Ainda vou encontrar um pessoal que pratica o voo a vela lá em Bebedouro e aproveito e visito o museu que tem o Scandia da Vasp (acho que é o único modelo remanescente no mundo).
Contribuiu com o texto o colega Gabriel Marcassa.

O Volovelismo ou a prática do Vôo a Vela é a forma mais antiga, silenciosa e harmoniosa que o homem já descobriu de voar.

O Vôo a Vela, hoje, é um esporte que pode ser praticado por pessoas de diversas faixas etárias e que tem como objetivo maior voar pelo prazer de voar.

Em sua forma individual, o volovelista ou o piloto de planador, pode, aproveitando apenas a energia que a natureza oferece, permanecer durante horas em vôo, navegando por distâncias que cobrem centenas de quilômetros, competindo consigo mesmo e procurando superar desafios estabelecidos para sua própria realização pessoal.

Já em sua forma coletiva esse mesmo piloto pode participar de competições que procuram estabelecer quem é o piloto mais eficiente, regular e que melhor aproveita as condições meteorológicas do dia no cumprimento de uma prova.

O equipamento

Assim como em todo esporte, o equipamento adequado é fundamental para sua prática e, no caso do Vôo a Vela, utiliza-se o planador.
O planador é uma aeronave como qualquer outra, exceto por um pequeno detalhe: é um avião que não possui motores!!!
Ele é projetado especialmente para planar e tira o máximo proveito da aerodinâmica para tornar seu vôo o mais eficiente possível.
O tamanho, a forma, o preço, o projeto, variam muito mas, de qualquer forma, você não precisa comprar um para aprender a voar ou praticar o Vôo a Vela com regularidade.

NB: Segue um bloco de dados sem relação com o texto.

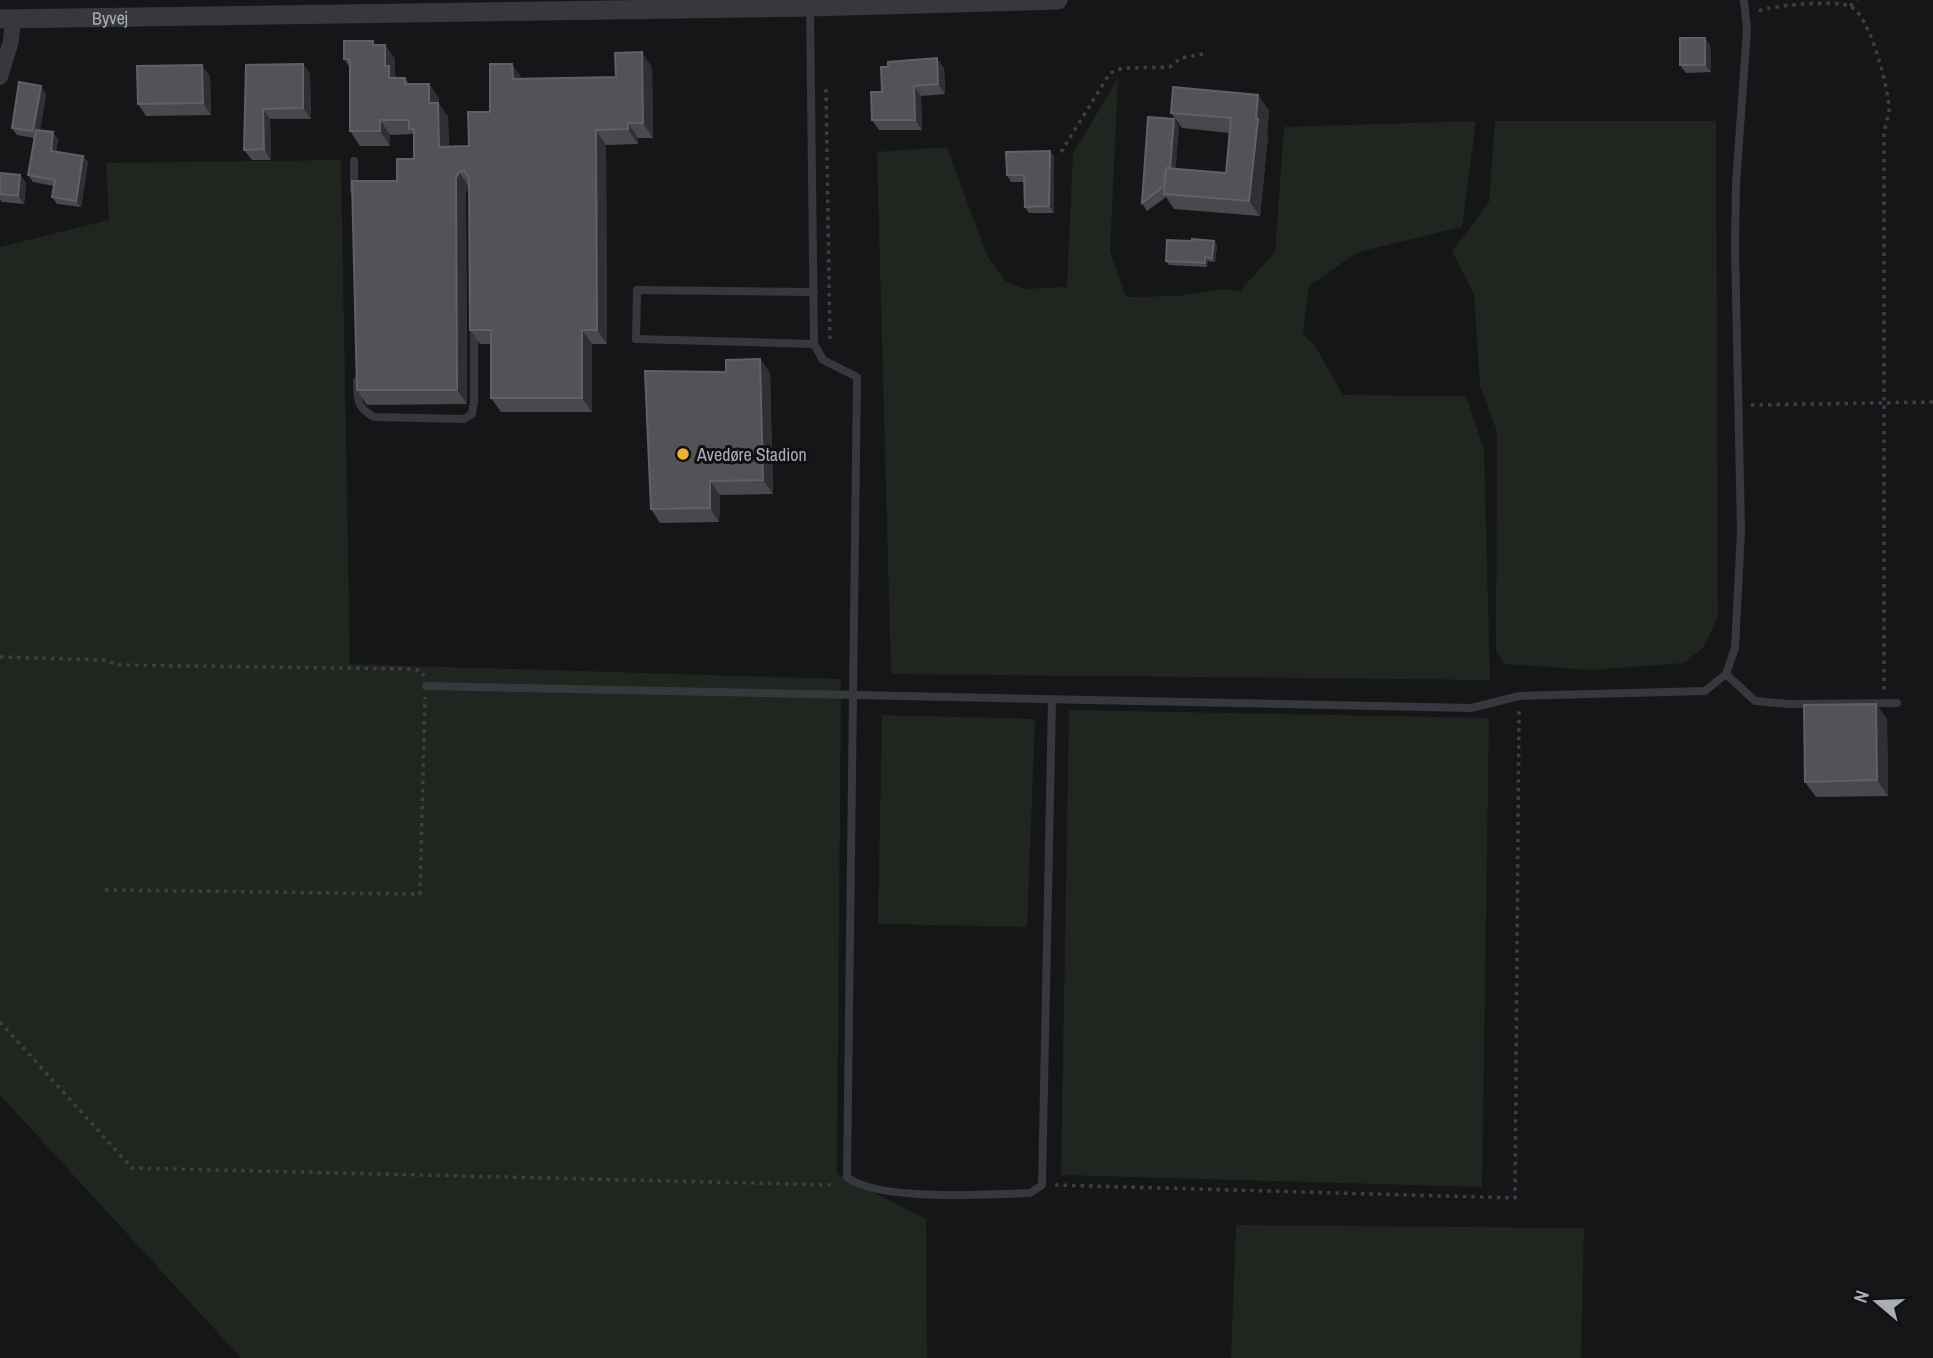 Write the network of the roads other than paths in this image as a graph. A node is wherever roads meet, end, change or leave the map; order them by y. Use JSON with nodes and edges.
{"nodes":[{"id":1,"x":1058,"y":0,"type":"edge"},
{"id":2,"x":1744,"y":0,"type":"edge"},
{"id":3,"x":810,"y":4,"type":"edge"},
{"id":4,"x":6,"y":19,"type":"edge"},
{"id":5,"x":0,"y":76,"type":"edge"},
{"id":6,"x":354,"y":161,"type":"dead end"},
{"id":7,"x":354,"y":200,"type":"edge"},
{"id":8,"x":814,"y":292,"type":"junction"},
{"id":9,"x":474,"y":318,"type":"edge"},
{"id":10,"x":814,"y":344,"type":"junction"},
{"id":11,"x":357,"y":373,"type":"edge"},
{"id":12,"x":1726,"y":674,"type":"junction"},
{"id":13,"x":426,"y":687,"type":"road end"},
{"id":14,"x":853,"y":697,"type":"junction"},
{"id":15,"x":1052,"y":700,"type":"junction"},
{"id":16,"x":1897,"y":703,"type":"dead end"}],
"edges":[{"from":1,"to":3,"type":"street","name":"Byvej"},
{"from":2,"to":12,"type":"lane"},
{"from":3,"to":4,"type":"street","name":"Byvej"},
{"from":3,"to":8,"type":"lane"},
{"from":4,"to":5,"type":"street"},
{"from":6,"to":7,"type":"lane"},
{"from":8,"to":10,"type":"lane"},
{"from":8,"to":10,"type":"lane"},
{"from":9,"to":11,"type":"lane"},
{"from":10,"to":14,"type":"lane"},
{"from":12,"to":15,"type":"lane"},
{"from":12,"to":16,"type":"lane"},
{"from":13,"to":14,"type":"lane"},
{"from":14,"to":15,"type":"lane"},
{"from":14,"to":15,"type":"lane"}]}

Na realidade, basta se associar a um aeroclube e usufruir dos equipamentos a ele pertencentes.

Aprenda a voar

-Como um planador voa?
Se um planador não possui motor, então, como é que ele voa? A resposta é simples: planando.
Um planador tem uma feliz propriedade que é a de voar na horizontal, às custas de uma pequena razão de afundamento. Complicado?!?! Não!
Todo avião tem essa propriedade, contudo, apenas os planadores tentam levá-la ao máximo possível. Em outras palavras: à medida que um planador avança, ele perde um pouco de altura, ao contrário de um avião que compensa essa perda com a energia fornecida pelo motor.
Em um planador essa perda de altura é pequena, se comparada com o avanço. Digamos, tecnicamente, que um planador tenha uma razão de planeio de 30:1. Isso significa que para cada 30 metros de avanço perde-se 1 metro na altura, ou seja, se estamos a 1.000 m de altura e voamos com a máxima razão de planeio todo o tempo, percorremos 30 km de distância.
Existem planadores com razão de planeio que chegam a 60:1, ou a até mais.

-Como um planador decola?
A questão agora é como se consegue essa altura inicial.
Bem, na natureza não existem milagres, ou você já tem essa altura, como por exemplo, no topo de uma colina, ou você vai precisar de uma ajuda.
Existem algumas formas de se ganhar a altura inicial no vôo com planadores. No Brasil o mais comum é o reboque do planador por um avião que, logicamente, possua motor.
Esse avião rebocador é especificado exatamente para essa tarefa. Através de um cabo de ligação, com uma extremidade engatada na cauda do avião e a outra no nariz do planador, o avião rebocador decola ambos: ele próprio e o planador de carona. Em uma altura pré-estabelecida, por volta dos 600 metros/2.000 pés, o planador libera o cabo e inicia seu vôo em liberdade.

Como navegar?
A partir do desligamento do avião rebocador é que as coisas começam a ficar boas. É agora que a habilidade do piloto do planador entra em ação.
Na natureza existem energias que, no cotidiano, não percebemos de forma direta. A atmosfera terrestre é um sistema dinâmico e em constante alteração. Podemos encontrar ao longo de suas camadas vários fenômenos que possibilitam a permanência do planador em vôo. São eles, basicamente: as térmicas, as ascensões de colinas e as ondas – todos esses fenômenos resultam do deslocamento de massas de ar (existem outros, mas muito específicos para serem listados aqui).
As térmicas são o deslocamento da massa de ar no sentido vertical. É como o vento, só que para cima, e não na horizontal, como normalmente o sentimos. É nessa massa de ar que o planador encontra sua sustentação para ganhar altura. Parece irreal, um objeto que pode pesar centenas de quilos ser arremessado para cima apenas por uma corrente de ar. Acontece que nessa corrente existem centenas de toneladas de ar sendo deslocadas. Em outras palavras: o planador não passa de uma folhinha de papel sendo levada para cima, mas de uma forma controlada.
As outras duas formas são mais incomuns no Brasil, mas também podemos encontrá-las. As ascensões de colina e as ondas, ambas estão relacionadas com o vento e os acidentes geográficos de uma região. Para as ascensões de colina, o que se precisa é de um forte vento soprando colina acima. Nessa condição aparece uma componente vertical do vento que o planador pode utilizar para se manter em vôo.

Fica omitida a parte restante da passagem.